(Ground six-row barley) 

By Jeff Maisey

Talk about made from scratch: When Winchester-based Broken Window head brewer Jacob Arnaud and Clarke County Historical Association director Nathan Stalvey discussed collaborating on a pre-Prohibition style lager it was determined ground six-row barley would be needed.  

It was the perfect task for Stalvey whose organization owns and operates an 18th century working water-powered gristmill in Millwood, Virginia called the Burwell-Morgan Mill.

Using the mill’s grindstones, they ground-up six-row barley for the brewery to use in a historic process in making a historic beer.

The finished product — Burwell Stone Lager — will be available in June for tasting at the nano brewery’s tasting room. 

To learn more about this intriguing project I reached out to Nathan Stalvey to learn more. 

VCB: How did the idea come about to collaborate on a beer using the Mill?  

NS: It really was a joint effort.  Broken Window’s brewer, Jacob Arnaud, was looking for something different to try as a brewer, and I was looking to work with a craft brewer on some way the historic Burwell-Morgan Mill could help in a brewing process.  Once Jacob showed me how he needed the barley ground, I knew the Mill would be able to grind it in the manner he needed.

VCB: Why was a lager beer style selected? 

NS: For much of the 19th and 20th centuries, lager was the most popular style of beer in the United States and it wasn’t close.  This was heavily influenced by German immigrants who came to the US in the 19th century.  Also, at the end of the 19th century, artificial cooling was invented which allowed lagers to be brewed all year regardless of weather conditions.  If you were to go back in time to the turn of the 20th century and went into any tavern or pub, most if not all patrons would be drinking a lager.  It was readily available, and with a low ABV you could drink more than a few at at time.

VCB: How would you describe pre-prohibition” lager as a product?  

NS: A “pre-Pro” lager is different than the mass produced lagers that you see today in a number of ways.  First, a pre-Pro traditionally uses native six-row barley instead of two-row.  This style also has a malty, grain-like sweetness that gives it more flavor than lagers produced today.

VCB: Where was the barley grown for this beer?  

NS: Finding six row barley was difficult, but Jacob was able to find some from Wisconsin.

VCB: Mills were either powered by wind or water.
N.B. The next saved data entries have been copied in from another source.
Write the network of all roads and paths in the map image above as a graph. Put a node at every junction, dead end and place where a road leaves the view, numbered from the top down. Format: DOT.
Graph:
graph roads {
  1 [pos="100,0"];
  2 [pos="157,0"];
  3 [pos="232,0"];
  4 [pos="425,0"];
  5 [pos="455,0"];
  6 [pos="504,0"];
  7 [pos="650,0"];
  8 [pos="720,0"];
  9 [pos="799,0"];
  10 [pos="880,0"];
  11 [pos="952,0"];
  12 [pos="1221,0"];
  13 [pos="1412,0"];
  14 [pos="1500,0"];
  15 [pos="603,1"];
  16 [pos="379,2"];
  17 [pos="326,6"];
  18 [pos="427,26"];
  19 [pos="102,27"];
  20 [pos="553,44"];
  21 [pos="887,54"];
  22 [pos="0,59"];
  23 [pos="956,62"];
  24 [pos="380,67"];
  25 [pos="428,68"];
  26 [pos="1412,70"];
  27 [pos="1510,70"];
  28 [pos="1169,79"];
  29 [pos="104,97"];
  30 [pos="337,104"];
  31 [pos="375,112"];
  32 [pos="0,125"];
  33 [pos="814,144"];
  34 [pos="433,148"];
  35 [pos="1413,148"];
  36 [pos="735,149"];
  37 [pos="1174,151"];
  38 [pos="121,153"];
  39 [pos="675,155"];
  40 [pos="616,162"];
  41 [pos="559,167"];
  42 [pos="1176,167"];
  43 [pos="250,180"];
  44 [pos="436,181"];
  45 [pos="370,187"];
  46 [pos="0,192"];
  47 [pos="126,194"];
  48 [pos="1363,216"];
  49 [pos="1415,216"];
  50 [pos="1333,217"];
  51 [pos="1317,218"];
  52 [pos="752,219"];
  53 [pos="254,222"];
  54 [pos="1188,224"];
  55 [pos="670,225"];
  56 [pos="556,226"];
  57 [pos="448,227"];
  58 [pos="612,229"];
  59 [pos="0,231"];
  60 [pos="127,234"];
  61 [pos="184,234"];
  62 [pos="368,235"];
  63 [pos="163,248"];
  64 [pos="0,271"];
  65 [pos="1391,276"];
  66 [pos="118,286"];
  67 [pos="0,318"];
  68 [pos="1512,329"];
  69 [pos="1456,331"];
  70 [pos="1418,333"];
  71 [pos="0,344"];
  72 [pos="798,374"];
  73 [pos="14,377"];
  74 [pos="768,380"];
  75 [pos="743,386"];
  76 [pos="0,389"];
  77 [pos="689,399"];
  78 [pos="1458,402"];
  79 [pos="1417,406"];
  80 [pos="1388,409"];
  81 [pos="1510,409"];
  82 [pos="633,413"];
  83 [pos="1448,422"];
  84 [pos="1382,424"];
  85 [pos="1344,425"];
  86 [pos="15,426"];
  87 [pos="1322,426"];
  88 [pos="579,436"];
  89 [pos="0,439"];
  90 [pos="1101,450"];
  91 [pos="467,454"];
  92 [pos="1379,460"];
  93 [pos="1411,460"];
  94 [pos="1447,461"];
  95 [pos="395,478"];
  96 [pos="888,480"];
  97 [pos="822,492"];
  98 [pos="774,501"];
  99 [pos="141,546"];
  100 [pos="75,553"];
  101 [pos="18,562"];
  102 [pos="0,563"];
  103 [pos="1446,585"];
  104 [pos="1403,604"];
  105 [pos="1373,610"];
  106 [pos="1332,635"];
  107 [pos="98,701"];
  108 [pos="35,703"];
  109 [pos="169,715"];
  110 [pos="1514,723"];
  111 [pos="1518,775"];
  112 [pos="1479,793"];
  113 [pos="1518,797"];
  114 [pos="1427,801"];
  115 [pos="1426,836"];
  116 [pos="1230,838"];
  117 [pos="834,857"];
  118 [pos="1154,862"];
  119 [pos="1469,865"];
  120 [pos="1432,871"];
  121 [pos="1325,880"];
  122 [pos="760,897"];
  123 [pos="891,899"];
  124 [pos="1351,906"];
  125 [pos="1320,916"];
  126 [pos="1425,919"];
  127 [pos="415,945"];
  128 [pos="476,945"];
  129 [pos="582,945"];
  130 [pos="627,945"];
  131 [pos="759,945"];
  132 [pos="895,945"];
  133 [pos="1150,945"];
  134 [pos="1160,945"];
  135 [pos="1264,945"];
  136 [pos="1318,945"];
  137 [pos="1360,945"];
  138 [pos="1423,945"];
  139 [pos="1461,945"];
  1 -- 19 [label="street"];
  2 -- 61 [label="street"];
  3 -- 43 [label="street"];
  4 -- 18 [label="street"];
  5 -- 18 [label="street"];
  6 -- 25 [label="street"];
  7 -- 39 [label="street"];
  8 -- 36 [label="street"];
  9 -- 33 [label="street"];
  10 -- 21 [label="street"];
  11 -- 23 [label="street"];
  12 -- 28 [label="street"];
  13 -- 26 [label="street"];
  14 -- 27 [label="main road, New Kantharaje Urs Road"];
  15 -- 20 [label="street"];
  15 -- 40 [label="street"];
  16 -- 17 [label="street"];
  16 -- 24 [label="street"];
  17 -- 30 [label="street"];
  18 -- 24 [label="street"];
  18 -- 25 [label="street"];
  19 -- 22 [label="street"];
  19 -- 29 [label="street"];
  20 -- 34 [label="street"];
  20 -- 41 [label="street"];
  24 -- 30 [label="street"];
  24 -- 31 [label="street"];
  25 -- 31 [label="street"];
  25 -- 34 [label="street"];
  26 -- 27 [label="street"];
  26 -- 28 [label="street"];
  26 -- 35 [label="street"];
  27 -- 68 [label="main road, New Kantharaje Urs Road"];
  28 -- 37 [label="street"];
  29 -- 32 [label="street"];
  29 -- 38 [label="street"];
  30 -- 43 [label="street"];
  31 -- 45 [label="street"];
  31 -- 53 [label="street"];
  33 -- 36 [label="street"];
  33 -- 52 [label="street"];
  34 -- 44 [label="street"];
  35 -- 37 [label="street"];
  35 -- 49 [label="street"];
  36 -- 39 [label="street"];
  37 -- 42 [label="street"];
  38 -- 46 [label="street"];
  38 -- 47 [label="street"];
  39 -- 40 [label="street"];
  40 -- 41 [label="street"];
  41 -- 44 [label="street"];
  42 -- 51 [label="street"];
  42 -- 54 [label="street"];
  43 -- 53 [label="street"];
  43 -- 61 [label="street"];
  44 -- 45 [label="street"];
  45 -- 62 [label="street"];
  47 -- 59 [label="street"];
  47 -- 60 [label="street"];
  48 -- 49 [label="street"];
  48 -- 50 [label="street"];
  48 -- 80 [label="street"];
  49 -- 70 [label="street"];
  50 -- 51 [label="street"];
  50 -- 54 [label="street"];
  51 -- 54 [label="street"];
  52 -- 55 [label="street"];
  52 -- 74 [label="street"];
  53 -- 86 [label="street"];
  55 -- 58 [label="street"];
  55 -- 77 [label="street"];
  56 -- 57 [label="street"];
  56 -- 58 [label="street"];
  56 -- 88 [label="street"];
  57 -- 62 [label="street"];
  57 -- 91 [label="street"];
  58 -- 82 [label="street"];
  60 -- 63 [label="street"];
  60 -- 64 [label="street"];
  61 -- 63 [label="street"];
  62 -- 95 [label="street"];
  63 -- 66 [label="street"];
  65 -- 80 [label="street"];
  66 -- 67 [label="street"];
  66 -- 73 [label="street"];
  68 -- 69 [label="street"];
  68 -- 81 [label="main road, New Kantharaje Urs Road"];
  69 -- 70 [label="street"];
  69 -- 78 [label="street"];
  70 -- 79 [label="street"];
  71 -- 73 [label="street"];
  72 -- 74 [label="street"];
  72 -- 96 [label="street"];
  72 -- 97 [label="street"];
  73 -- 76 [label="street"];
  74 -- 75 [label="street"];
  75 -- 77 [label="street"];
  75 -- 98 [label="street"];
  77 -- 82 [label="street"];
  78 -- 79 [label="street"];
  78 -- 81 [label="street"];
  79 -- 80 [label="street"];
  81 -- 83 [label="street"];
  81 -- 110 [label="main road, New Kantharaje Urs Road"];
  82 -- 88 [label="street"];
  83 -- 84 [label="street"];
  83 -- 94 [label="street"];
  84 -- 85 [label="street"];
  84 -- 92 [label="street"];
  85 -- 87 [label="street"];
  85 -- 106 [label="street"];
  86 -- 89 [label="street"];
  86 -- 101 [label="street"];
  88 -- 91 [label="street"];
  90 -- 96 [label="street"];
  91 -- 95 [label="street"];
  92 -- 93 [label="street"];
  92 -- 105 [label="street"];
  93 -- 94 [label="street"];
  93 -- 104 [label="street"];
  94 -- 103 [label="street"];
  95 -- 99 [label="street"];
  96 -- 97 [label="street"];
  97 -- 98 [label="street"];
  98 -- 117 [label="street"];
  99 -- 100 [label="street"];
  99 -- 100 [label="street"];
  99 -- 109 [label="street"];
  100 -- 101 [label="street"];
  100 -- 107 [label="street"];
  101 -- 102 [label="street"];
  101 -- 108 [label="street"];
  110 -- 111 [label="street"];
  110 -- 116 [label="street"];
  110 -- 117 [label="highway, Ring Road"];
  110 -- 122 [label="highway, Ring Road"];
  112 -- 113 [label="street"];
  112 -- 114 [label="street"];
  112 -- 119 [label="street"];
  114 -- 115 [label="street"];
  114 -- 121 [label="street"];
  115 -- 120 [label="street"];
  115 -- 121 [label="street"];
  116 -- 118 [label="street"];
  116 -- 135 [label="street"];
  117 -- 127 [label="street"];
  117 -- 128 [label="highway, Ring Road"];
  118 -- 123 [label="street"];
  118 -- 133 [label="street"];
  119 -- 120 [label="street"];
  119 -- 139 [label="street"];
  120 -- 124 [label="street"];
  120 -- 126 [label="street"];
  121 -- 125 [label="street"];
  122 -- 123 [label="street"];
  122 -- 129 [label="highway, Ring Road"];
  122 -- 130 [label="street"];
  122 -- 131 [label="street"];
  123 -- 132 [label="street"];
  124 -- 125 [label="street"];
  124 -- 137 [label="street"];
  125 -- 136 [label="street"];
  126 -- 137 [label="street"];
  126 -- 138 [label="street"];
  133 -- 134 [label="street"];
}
How important were mills in rural Virginia in the past? 

NS: Mills were extremely important to Virginia in the past, especially in the Shenandoah Valley.  By the time the Revolutionary War ended, wheat was becoming the largest cash crop in the United States.  Water powered grist mills like the Burwell-Morgan Mill began sprouting up all over the country.  For most of the 19th century, the Shenandoah Valley was the largest supplier of wheat in the United States.  These mills were either commercial mills that ground hundreds of thousands of pounds of grain every year that were then shipped across the country and into Europe, or smaller residential mills that served the needs of larger estates.  At one point there were over 40 mills in Frederick County and Clarke County alone.  However, by the mid-20th century most of these Mills had fallen into disrepair or were demolished.  Very few remain, especially those that are still operational like the Burwell-Morgan Mill.  This was a result of modern technology and larger, industrial mills.

VCB: When and how was the Burwell-Morgan Mill restored and made operational?  

NS: The Burwell-Morgan Mill was built between 1782-1785 and remained a commercial mill from that point through the turn of the 20th century.  By the 1920s, the Mill was starting to fall into disrepair and by the 1950s it was no longer being used.  In 1968, the Clarke County Historical Association bought the Mill and through two massive restoration projects in the 1970s and 1990s, brought the Mill back to its former glory.

VCB: Who were the members of the grind team for this project? 

NS: On the team were myself, Jacob Arnaud from Broken Window Brewing, and Don Wallace who is one of our long-time Mill volunteers.  Kayla Sue Whilite was also on hand from Broken Window Brewing, as well as Melanie Garvey, the Clarke County Historical Association Archivist, to document the process.

VCB: Was this the first such collaboration for the Mill? Will there be more such collaborations in the future?  

NS: We once worked with Escutcheon Brewing and had them brew a Colonial-style ale for a talk we did a few years ago on the history of brewing in Virginia.  However, the Mill itself was not used in any part of the brewing process.  This collaboration with Broken Window Brewing is the first such collaboration we have done and we certainly would love to do more.